§ DATA
"""
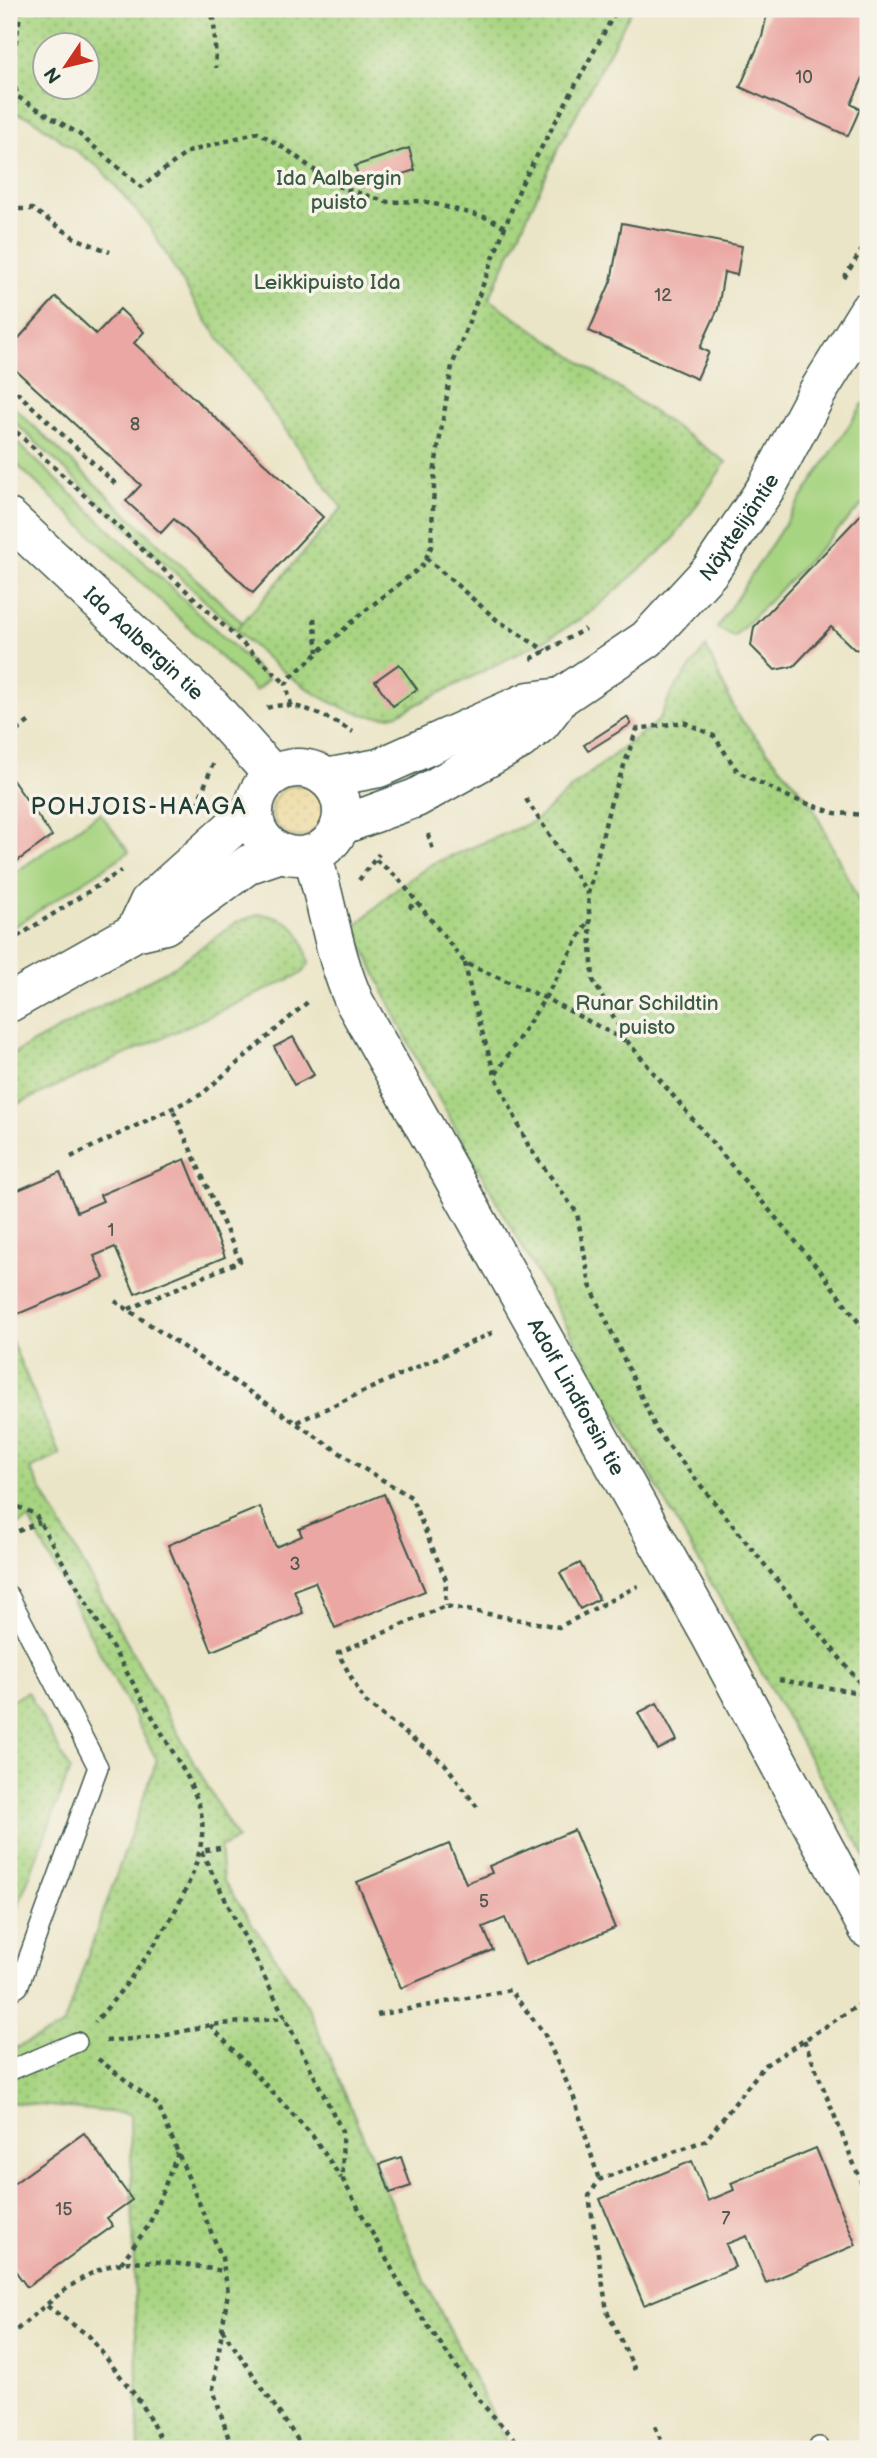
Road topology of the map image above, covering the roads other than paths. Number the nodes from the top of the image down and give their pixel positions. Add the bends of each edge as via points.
"""
"""
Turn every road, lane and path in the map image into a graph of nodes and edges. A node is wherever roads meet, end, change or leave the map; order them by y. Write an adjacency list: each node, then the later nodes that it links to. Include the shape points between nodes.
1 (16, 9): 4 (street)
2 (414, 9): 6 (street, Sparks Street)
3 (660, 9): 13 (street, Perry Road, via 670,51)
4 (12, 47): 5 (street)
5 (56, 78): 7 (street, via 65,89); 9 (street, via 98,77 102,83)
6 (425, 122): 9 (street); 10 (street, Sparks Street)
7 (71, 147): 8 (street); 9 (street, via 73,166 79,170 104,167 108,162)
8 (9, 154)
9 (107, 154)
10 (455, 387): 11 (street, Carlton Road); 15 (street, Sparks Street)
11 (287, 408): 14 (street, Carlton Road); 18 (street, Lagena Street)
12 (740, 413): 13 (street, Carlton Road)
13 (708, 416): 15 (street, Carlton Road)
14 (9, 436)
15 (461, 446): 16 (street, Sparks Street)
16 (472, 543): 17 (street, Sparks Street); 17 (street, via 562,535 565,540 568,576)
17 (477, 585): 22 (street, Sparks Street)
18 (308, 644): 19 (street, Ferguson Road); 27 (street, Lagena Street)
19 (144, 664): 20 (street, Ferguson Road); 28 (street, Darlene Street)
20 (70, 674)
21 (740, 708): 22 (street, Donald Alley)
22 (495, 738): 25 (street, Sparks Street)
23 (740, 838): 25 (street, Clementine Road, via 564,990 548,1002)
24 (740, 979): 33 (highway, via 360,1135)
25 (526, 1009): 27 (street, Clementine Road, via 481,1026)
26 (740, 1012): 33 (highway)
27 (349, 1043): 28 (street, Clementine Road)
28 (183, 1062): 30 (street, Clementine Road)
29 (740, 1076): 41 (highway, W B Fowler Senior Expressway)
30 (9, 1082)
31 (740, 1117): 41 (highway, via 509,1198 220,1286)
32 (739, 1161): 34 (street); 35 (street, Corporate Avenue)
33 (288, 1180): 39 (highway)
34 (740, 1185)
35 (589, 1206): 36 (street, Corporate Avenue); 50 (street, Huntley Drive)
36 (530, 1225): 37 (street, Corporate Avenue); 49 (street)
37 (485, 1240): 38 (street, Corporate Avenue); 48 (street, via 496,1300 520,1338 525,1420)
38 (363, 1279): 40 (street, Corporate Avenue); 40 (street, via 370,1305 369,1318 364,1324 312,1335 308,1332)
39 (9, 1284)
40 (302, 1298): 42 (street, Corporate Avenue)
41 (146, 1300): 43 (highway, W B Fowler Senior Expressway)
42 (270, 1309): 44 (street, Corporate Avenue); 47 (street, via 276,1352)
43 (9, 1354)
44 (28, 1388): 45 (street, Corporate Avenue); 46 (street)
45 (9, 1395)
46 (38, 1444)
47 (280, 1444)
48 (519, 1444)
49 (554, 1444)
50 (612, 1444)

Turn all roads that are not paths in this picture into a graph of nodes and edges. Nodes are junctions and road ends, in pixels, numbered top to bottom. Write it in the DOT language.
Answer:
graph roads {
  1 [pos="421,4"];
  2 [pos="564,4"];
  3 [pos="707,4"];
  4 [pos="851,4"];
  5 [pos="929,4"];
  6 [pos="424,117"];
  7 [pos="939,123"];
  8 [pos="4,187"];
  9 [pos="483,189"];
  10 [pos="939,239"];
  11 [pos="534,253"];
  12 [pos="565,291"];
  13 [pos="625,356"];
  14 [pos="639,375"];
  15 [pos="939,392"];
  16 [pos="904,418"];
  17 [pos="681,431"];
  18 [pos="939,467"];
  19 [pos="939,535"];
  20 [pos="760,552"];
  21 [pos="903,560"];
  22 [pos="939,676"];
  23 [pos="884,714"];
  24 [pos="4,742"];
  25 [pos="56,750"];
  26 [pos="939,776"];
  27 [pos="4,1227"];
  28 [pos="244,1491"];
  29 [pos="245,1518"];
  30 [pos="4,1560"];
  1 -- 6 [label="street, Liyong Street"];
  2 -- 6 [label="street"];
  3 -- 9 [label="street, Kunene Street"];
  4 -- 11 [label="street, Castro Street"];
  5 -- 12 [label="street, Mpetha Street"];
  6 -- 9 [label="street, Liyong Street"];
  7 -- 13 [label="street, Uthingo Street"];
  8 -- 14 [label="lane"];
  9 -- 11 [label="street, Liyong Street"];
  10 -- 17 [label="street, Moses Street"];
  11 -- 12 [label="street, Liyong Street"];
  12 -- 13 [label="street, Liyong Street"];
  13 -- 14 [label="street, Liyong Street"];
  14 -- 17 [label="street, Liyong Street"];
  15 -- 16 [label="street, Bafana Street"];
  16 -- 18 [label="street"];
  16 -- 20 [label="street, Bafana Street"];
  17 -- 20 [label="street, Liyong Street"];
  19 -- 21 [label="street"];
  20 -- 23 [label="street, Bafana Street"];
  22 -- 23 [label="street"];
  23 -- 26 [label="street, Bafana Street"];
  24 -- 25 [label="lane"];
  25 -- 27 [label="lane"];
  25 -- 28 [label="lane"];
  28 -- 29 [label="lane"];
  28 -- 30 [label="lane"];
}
"""
"""
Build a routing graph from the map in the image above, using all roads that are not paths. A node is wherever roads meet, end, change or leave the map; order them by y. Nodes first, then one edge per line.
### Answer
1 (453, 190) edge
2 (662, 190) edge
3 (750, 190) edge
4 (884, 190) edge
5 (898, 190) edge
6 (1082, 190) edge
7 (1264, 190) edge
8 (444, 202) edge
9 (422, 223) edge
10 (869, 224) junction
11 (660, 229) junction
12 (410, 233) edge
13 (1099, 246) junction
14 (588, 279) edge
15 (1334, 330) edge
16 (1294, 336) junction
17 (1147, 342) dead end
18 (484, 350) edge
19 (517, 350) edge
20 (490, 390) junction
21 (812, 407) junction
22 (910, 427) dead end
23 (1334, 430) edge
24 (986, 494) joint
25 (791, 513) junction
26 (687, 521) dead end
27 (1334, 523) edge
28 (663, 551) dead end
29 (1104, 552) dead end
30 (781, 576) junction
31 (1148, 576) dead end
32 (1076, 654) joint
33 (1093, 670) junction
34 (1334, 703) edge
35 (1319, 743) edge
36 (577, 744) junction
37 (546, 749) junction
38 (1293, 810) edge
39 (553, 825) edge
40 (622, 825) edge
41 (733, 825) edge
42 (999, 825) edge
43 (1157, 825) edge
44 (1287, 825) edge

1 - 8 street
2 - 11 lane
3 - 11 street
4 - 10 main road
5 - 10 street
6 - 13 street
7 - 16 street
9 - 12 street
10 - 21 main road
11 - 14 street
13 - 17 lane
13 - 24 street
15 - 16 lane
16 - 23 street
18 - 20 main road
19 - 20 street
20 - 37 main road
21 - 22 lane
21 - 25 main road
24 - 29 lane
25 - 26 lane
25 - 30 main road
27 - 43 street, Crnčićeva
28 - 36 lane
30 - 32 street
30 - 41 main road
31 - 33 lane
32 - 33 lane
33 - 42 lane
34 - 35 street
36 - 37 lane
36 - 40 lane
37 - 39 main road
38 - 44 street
"""
§ INSTRUCTIONS TO FOLLOW
Return only those lines of the records that contain the string "above".

§ RESULT BELOW
Road topology of the map image above, covering the roads other than paths. Number the nodes from the top of the image down and give their pixel positions. Add the bends of each edge as via points.
Build a routing graph from the map in the image above, using all roads that are not paths. A node is wherever roads meet, end, change or leave the map; order them by y. Nodes first, then one edge per line.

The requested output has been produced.